Avocat par désir ou par défaut ?

La profession d’avocat a toujours été ouverte : il suffit pour y entrer d’une maîtrise de droit et d’un CAP d’avocat obtenu à l’issue d’une formation de dix-huit mois axée sur la pratique professionnelle, la gestion d’un cabinet et la déontologie.

Ce qui rend l’avocat préférable à tout autre juriste, c’est la rigueur de son éthique ; elle justifie la confiance que peuvent lui faire aveuglément ceux qui s’en remettent à lui pour être conseillés ou défendus.

Accueillant d’autres professionnels du droit, le barreau s’enrichit régulièrement de magistrats, de professeurs de droit, de conseillers d’État, de conseillers à la Cour des comptes, de juristes d’entreprise, etc…

L’avocat, parce qu’il est le garant du droit et le gardien des libertés, s’investit dans la vie de la cité : nombreux sont les avocats conseillers municipaux, maires, conseillers généraux ou parlementaires. Celui qui a choisi ce métier est porté naturellement à défendre aussi des intérêts plus collectifs et à faire prévaloir dans la société l’ordre du droit sur le désordre des forces. Telle est notre vocation.

Pour sauvegarder l’indépendance de l’avocat et éviter que son image ne se brouille, la loi énonce des incompatibilités tout à fait justifiées : un avocat conseiller municipal ne plaide pas pour sa commune. Un avocat parlementaire n’a pas le droit de plaider pour ou contre l’État, pour au contre des sociétés nationalisées, dans des affaires de fraude fiscale ou encore dans les procès de diffamation lorsqu’ils se déroulent devant les juridictions correctionnelles.

Mais l’avocat devenu député ou sénateur peut continuer, sous cette réserve, à exercer son métier en même temps qu’il remplit sa fonction d’homme public.

Traditionnellement enfin, le parlementaire qui n’était pas avocat avant de devenir député ou sénateur peut demander son intégration au barreau, dès lors qu’il remplit les conditions de diplôme universitaire prévues par la loi. Il se trouve dispensé de l’examen préparatoire au certificat d’aptitude à la profession et assimilé à un fonctionnaire de catégorie A. Le barreau a toujours considéré qu’il s’enrichissait à accueillir des personnalités désireuses de se consacrer en toute indépendance au conseil et à la défense dans le respect de la déontologie qui fait l’identité de l’avocat.

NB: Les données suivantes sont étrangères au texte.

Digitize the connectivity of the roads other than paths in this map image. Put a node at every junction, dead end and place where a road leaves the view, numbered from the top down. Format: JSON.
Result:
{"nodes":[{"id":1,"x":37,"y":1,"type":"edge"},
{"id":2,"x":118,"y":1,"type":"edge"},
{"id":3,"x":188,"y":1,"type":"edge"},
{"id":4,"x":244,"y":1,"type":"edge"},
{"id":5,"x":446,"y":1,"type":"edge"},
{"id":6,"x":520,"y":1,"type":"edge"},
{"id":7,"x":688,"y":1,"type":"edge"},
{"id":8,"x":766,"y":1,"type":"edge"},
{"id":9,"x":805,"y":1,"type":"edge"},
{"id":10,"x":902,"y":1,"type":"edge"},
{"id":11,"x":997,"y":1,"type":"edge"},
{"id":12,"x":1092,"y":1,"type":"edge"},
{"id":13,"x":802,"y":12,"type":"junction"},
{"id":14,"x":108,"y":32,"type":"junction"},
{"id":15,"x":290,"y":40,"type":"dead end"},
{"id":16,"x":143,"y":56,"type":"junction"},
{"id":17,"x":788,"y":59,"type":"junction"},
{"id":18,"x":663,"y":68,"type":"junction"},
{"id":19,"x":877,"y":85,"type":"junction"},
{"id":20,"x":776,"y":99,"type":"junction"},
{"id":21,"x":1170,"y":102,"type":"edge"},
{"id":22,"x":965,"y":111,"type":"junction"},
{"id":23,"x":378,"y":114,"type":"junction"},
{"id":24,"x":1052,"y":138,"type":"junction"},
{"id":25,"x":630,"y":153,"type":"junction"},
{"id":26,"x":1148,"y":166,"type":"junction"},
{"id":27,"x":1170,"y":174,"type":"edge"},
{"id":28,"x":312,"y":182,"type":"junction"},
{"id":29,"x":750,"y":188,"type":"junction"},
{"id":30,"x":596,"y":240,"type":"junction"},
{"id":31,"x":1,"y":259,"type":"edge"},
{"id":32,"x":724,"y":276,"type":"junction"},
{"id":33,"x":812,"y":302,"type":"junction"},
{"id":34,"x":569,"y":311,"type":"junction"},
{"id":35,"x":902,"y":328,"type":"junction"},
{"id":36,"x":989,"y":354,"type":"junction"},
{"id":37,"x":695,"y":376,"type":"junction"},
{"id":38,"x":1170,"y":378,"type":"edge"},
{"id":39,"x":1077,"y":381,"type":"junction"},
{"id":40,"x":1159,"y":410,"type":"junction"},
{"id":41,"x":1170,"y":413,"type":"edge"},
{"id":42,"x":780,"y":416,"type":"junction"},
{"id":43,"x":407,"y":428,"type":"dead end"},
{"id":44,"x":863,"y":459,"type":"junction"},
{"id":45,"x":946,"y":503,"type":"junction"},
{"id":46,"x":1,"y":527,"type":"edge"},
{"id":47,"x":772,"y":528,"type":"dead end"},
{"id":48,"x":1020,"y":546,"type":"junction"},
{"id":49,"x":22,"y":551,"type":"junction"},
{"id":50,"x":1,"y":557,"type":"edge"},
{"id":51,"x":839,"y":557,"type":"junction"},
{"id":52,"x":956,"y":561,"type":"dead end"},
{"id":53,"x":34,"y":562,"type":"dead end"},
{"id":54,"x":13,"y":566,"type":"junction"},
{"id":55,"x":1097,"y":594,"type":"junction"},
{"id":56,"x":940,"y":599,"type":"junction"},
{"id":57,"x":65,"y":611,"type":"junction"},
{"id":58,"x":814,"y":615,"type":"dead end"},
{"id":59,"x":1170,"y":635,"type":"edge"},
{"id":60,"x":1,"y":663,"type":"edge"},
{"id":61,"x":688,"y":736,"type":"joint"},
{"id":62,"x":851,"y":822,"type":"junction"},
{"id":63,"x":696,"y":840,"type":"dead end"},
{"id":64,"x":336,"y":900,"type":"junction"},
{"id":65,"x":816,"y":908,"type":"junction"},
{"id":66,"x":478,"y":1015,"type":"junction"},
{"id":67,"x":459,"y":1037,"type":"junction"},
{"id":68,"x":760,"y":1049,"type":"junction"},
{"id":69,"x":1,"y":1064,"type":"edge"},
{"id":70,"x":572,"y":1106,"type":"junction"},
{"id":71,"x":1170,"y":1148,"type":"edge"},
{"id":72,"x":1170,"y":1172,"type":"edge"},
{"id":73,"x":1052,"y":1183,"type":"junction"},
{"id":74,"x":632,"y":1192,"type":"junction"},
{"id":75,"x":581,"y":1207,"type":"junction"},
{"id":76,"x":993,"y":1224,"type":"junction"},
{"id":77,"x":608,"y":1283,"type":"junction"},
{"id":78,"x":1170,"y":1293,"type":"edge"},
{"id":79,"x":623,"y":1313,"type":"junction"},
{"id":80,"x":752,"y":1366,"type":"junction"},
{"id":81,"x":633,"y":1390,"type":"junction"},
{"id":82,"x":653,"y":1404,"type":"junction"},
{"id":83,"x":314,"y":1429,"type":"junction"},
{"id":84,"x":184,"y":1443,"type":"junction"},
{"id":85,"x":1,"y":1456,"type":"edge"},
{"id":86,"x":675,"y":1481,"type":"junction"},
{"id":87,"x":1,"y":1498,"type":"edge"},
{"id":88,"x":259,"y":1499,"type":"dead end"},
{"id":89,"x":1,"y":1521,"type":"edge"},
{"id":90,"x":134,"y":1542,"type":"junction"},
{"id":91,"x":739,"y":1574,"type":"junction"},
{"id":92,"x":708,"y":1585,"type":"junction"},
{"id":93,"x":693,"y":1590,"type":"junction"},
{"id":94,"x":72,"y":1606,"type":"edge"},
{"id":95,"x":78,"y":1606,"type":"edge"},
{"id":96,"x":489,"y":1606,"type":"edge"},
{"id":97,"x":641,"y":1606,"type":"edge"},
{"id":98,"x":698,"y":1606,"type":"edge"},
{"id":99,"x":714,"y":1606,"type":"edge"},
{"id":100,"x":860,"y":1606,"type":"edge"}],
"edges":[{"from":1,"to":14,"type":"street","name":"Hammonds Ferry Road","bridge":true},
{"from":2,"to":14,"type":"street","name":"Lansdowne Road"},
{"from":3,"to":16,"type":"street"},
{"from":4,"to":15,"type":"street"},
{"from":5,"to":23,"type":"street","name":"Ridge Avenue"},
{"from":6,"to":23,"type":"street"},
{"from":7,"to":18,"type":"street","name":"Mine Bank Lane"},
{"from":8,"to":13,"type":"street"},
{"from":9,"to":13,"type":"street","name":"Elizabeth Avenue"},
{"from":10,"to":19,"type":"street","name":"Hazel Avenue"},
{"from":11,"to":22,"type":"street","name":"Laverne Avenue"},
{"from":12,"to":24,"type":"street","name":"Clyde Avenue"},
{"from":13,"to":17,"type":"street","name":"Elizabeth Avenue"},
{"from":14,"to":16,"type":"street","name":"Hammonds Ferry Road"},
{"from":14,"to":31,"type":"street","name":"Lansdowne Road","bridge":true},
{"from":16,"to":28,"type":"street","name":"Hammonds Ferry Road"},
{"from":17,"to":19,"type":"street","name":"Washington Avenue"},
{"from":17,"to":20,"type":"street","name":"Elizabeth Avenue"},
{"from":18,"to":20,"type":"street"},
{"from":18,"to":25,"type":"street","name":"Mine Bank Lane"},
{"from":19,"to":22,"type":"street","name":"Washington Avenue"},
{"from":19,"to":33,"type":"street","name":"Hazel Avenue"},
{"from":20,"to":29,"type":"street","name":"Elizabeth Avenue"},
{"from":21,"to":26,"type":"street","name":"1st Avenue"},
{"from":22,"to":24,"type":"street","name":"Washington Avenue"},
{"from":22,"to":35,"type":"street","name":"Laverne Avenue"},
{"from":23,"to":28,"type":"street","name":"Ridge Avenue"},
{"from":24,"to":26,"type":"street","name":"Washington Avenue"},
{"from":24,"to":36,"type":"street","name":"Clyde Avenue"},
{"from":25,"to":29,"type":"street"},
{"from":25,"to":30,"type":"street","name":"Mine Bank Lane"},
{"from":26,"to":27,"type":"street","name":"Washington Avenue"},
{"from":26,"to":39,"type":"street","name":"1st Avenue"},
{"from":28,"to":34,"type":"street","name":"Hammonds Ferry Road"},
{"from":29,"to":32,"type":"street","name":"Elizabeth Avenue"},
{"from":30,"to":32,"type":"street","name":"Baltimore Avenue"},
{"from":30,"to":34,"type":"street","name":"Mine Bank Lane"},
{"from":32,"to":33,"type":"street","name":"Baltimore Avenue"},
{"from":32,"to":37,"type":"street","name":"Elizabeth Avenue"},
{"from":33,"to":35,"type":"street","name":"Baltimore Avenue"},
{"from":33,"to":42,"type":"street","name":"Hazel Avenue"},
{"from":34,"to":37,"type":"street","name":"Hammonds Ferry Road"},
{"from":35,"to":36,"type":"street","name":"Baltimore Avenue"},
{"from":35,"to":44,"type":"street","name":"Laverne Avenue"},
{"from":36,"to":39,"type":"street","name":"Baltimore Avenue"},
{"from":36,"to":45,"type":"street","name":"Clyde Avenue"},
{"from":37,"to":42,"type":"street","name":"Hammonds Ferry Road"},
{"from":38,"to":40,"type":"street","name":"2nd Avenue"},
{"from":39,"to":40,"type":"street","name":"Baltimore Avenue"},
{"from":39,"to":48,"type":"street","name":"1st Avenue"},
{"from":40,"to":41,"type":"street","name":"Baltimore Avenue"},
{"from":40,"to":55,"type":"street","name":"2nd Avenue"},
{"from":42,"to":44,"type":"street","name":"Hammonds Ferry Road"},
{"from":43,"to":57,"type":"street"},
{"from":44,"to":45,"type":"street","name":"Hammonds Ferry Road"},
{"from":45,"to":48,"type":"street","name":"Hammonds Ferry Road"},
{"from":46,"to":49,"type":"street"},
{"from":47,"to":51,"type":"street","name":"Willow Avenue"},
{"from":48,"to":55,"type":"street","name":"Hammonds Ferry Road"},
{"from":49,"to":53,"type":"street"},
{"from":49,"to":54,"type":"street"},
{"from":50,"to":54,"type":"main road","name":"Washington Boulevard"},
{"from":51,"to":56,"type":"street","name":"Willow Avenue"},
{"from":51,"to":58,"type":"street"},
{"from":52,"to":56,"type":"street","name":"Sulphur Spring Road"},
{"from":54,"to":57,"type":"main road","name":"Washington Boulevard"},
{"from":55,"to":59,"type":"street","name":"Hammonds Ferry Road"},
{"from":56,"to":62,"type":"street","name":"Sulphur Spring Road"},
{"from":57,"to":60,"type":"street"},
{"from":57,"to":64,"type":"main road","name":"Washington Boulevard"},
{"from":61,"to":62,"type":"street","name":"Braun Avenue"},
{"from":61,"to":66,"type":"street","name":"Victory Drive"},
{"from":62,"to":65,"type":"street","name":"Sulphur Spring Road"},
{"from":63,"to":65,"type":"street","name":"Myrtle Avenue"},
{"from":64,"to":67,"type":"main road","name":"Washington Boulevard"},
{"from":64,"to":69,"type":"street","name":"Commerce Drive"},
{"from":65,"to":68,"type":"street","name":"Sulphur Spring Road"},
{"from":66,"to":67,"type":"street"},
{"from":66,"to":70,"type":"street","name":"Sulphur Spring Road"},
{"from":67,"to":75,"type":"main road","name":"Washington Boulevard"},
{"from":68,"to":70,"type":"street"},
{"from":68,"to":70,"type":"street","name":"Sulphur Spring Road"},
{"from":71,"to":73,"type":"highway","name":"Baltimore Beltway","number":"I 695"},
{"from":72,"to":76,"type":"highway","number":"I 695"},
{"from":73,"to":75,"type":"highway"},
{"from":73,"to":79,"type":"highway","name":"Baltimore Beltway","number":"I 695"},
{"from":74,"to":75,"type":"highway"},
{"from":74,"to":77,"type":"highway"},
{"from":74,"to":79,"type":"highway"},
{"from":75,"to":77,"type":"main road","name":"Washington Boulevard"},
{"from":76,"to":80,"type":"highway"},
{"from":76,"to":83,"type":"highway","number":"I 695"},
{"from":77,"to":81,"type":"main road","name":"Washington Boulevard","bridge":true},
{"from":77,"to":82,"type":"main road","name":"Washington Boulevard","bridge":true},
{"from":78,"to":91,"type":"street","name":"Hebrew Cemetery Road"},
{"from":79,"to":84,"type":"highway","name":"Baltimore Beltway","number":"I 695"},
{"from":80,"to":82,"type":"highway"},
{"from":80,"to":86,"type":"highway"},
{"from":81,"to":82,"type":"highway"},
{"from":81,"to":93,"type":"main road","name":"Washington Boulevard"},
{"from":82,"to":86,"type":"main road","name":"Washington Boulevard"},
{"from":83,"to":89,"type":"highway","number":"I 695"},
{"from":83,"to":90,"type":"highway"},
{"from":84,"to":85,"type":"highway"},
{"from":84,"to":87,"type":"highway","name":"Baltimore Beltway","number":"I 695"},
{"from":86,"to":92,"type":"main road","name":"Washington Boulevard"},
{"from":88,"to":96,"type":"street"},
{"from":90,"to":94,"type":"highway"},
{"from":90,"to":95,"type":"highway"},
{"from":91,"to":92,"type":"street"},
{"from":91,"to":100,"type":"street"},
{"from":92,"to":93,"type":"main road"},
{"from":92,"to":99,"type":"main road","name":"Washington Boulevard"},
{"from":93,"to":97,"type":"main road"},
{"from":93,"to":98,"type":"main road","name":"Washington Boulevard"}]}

Ce qui vient d’agiter considérablement la profession, c’est la précipitation avec laquelle le gouvernement, à quelques semaines de la fin d’une législature, a rédigé et publié un décret dont les termes sont si flous qu’il donne l’impression que l’on pourra désormais entrer au barreau comme dans un moulin. Le Conseil national des barreaux, par mon intermédiaire, a demandé que le texte soit revu et précisé. Il y était, en effet, question de permettre l’accès à la profession à des personnes ayant exercé « des responsabilités publiques », sans plus de précision, et qui auraient à ce titre participé de manière effective « à l’élaboration de la loi ». Formulation brumeuse qui permet tous les écarts.

Il était si simple de dire que les députés, les sénateurs et les membres du gouvernement, titulaires de la maîtrise en droit ou d’un diplôme équivalent qui auraient pendant plus de huit ans rempli leurs fonctions publiques en relation étroite avec l’élaboration de la loi, pourraient prétendre devenir avocat, sous le contrôle des ordres maîtres de leur tableau, à la condition de surcroît qu’ils aient suivi une formation en déontologie d’au moins vingt heures, sanctionnée ou non par un examen ou un entretien qui permette d’en vérifier l’efficacité.

À cela aurait dû s’ajouter une précaution pour que ne subsiste aucun soupçon sur la nature des activités auxquelles seraient amenés à se livrer ces nouveaux avocats dans leur nouvelle profession. Il paraît difficile d’interdire à un député de devenir avocat pendant son mandat alors qu’un avocat peut continuer à exercer son métier quand il devient député. En revanche, le souci de l’éthique aurait dû conduire à ajouter un paragraphe à ce décret interdisant à tout parlementaire ou assistant parlementaire qui devient avocat pendant l’exercice de ses fonctions, de rédiger, de promouvoir ou de soutenir une loi de nature à servir les intérêts d’un client ou d’un groupe de clients du cabinet où il exerce.

Le Conseil national des barreaux et les Ordres d’avocats ne revendiquent ni privilèges, ni prés-carrés. Ils entendent simplement maintenir, dans l’intérêt de ceux qu’ils ont mission de servir, le haut degré d’indépendance et de rigueur déontologique qui fait l’identité des avocats.